Closed arurke closed 8 years ago
You want two mappings (BIB entries) to have the same client at the same time. RFC 6146 expects each mapping's IPv6 client to be a primary key for the mapping:
A given IPv6 or IPv4 transport address can appear in at most one entry in a BIB
(page 14)
So I'd say this is a limitation of NAT64 itself.
That said, the prospect of being able to change the pool4 address without disrupting the traffic is attractive.
As long as Jool is in pool4 empty mode, it would not be that difficult for it to realize that the interface IPv4 address has changed and adapt the whole BIB to it. Though this might lead to catastrophic results (performance and/or functionality-wise) if there is more than one IPv4 interface and therefore more than one IPv4 address.
jool -4f
will cause all mappings to be recomputed, which can lead to different IPv4 port masks being assigned to the IPv6 clients. Is this not a problem? Perhaps it would be cleaner if we would provide a userspace means to change all mappings matching a certain IPv4 address into a certain other IPv4 address.
Am I making sense?
Thanks for your reply, and yes you are making sense!
I wonder about the transmissions which are repeatedly refreshing the session causing this to be an infinite faulty state. As I understand the multiple IPv4 interface scenario foils the adaptive solution you mention. But instead of adapting, could you compare the bib with the new pool4 - if the IPv4 in a mapping is not found in the pool4 anymore could you safely purge this mapping? (assuming jool will never receive incoming traffic matching this mapping anyways since the interface/ipv4-address is gone and not merely moved to another interface or similar)
Regarding jool -4f. The situation is already such that the translations are "invalid" using a non-existing IPv4 address, so in this scenario I have no traffic flowing and whatever consequences from flushing are to the better. Your suggestion would preserve the port, but the IPv4 would naturally be new and would this not have the same consequence for any users?
if the IPv4 in a mapping is not found in the pool4 anymore could you safely purge this mapping?
Yes, it's doable.
Although this is kind of the antithesis of an old feature request, where orphan mappings were (sort of) desired. But nothing is stopping us from offering strong anti-orphaning as an alternate operation mode.
Ok so if you can confirm it can be useful (and I'm not misunderstanding), this issue would be a feature request for a global configuration flag that would behave as follows:
--avoid-orphans false
: Current behavior, default option. (for backwards compatibility)--avoid-orphans true
: Adds an extra lookup upon finding a BIB entry in the 6->4 direction, where if the established IPv4 mask is no longer a pool4 candidate for the source (IPv6) client the BIB entry is recomputed from scratch.Your suggestion would preserve the port, but the IPv4 would naturally be new and would this not have the same consequence for any users?

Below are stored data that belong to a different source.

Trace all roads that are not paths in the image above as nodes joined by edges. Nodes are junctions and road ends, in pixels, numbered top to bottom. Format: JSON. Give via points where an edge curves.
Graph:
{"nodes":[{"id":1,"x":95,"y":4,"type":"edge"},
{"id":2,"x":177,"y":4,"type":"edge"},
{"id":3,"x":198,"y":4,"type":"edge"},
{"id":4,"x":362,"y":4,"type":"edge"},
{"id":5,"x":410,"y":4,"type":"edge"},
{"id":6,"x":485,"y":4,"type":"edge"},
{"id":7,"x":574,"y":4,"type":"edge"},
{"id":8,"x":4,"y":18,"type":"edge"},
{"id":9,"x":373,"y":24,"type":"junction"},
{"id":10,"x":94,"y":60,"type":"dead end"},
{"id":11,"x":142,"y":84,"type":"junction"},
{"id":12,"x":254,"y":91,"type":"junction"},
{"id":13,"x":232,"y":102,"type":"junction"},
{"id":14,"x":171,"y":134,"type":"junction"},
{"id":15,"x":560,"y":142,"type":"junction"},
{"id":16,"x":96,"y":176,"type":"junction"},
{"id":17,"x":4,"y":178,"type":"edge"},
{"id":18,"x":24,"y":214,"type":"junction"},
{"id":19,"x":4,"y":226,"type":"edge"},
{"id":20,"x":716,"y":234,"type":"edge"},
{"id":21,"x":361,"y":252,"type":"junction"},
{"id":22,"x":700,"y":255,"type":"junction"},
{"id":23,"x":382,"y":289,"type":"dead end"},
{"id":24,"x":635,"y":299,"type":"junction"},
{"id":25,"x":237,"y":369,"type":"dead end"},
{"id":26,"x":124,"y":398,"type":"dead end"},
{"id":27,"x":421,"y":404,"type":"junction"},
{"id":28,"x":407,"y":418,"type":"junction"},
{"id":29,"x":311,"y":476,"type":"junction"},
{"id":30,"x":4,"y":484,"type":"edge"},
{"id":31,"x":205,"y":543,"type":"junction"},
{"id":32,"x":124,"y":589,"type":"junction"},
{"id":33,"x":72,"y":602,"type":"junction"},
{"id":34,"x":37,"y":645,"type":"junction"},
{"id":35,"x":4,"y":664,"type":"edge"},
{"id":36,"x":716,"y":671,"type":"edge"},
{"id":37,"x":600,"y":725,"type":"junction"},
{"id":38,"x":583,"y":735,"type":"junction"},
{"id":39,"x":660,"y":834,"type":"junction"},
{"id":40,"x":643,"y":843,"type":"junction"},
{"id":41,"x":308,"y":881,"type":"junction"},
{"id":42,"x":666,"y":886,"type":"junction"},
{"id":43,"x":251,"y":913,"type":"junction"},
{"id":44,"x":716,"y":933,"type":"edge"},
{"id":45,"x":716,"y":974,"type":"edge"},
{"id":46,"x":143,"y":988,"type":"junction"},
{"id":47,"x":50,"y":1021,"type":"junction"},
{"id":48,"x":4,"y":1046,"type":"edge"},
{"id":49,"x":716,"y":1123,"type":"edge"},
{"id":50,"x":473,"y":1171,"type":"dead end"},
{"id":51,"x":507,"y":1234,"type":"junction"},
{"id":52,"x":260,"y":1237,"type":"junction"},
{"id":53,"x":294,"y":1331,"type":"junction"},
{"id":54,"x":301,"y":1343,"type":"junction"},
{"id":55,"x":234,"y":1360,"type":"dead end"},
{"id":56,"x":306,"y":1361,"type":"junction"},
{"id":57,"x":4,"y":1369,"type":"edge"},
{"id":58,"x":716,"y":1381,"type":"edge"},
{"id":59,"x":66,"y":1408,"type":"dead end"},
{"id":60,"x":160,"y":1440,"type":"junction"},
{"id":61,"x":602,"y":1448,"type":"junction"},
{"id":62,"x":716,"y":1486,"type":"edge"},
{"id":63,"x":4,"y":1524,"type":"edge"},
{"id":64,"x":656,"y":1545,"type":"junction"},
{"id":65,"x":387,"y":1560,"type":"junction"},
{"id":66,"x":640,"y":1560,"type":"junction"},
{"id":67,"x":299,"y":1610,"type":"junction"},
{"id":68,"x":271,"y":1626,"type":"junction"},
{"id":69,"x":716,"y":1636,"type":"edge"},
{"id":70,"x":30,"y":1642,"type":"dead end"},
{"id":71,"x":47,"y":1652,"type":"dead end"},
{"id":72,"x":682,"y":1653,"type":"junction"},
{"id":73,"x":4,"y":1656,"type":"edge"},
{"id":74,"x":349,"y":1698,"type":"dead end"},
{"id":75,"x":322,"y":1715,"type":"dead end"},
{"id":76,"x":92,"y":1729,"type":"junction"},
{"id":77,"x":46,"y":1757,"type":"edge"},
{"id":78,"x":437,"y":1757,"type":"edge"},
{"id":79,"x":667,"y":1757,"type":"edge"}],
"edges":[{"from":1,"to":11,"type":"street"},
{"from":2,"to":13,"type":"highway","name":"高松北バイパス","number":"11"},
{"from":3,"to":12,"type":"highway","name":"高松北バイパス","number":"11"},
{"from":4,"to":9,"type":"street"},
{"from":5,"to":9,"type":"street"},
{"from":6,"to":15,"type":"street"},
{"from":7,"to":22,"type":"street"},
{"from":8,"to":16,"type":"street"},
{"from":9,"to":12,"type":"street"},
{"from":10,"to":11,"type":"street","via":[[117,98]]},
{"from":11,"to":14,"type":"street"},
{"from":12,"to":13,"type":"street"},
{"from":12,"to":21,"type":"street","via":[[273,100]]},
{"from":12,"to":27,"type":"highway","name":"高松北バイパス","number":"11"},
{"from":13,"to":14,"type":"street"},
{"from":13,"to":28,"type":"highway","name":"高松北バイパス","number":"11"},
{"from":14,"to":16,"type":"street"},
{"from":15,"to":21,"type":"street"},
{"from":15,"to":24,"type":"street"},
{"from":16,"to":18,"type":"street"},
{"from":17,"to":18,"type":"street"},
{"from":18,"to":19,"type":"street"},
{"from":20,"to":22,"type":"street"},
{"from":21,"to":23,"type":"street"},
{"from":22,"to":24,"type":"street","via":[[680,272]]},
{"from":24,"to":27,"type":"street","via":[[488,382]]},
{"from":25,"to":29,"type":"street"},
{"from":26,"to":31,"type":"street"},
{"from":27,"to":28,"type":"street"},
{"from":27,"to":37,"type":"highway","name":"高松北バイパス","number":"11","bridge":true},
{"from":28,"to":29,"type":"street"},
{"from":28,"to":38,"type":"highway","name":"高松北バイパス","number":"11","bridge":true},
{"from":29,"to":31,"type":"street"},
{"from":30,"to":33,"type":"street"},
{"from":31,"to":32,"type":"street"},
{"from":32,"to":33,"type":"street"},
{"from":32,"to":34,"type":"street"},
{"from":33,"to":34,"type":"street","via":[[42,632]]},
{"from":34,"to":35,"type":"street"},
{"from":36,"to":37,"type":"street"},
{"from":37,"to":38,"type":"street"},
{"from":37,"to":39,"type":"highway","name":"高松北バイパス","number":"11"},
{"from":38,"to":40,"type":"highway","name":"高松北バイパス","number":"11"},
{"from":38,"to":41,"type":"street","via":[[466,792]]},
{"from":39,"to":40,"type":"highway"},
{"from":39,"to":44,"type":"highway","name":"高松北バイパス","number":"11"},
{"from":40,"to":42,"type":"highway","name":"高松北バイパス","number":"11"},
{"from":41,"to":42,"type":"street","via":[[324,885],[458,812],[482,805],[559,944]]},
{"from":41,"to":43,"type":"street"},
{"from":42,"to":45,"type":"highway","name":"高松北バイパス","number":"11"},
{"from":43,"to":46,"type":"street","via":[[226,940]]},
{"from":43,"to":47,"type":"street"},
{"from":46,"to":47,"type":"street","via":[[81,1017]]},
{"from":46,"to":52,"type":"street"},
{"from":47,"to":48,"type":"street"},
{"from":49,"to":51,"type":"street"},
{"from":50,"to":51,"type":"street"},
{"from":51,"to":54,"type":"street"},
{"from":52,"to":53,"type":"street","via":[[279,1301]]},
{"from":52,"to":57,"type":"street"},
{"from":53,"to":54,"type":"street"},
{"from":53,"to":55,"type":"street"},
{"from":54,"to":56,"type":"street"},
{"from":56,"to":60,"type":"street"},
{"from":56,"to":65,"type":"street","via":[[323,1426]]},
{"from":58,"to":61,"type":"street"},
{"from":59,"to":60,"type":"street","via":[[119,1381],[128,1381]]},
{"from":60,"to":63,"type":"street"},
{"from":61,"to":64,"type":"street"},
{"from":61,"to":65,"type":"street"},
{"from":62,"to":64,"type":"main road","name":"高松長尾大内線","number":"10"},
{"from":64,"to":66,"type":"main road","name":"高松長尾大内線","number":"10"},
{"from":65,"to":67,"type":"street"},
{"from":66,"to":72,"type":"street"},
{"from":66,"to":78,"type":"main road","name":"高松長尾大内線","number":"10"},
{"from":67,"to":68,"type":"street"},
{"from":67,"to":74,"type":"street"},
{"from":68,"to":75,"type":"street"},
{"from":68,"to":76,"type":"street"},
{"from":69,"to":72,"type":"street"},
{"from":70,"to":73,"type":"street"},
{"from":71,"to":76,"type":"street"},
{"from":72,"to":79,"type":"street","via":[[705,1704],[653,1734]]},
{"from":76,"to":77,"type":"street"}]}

Yes, the IPv4 client/server would somehow need to be aware of the address change, which indeed is pretty far-fetched (AFAIK). I was just thinking out loud.
TCP:
(Include orange squares when the nodes are not actively talking. Exclude orange squares when nodes are actively talking.)
UDP:
My setup has a 3G modem which gets a new IPv4 address now and then, so its useful for me, and maybe all other with similar devices.
As you point out in your sketches there will be issues (I only use UDP) but in any case I would argue it is better than the alternative (nothing working).
"Adds an extra lookup", would this give any significant performance penalty?
"Adds an extra lookup", would this give any significant performance penalty?
When pool4 is empty, the lookup is in a single node list, so no :)
Would this extra lookup not be executed on every translation of each frame? Also in normal operation (during blah blah) when pool4 has entries? (maybe I am not fully understanding pool4 in this case)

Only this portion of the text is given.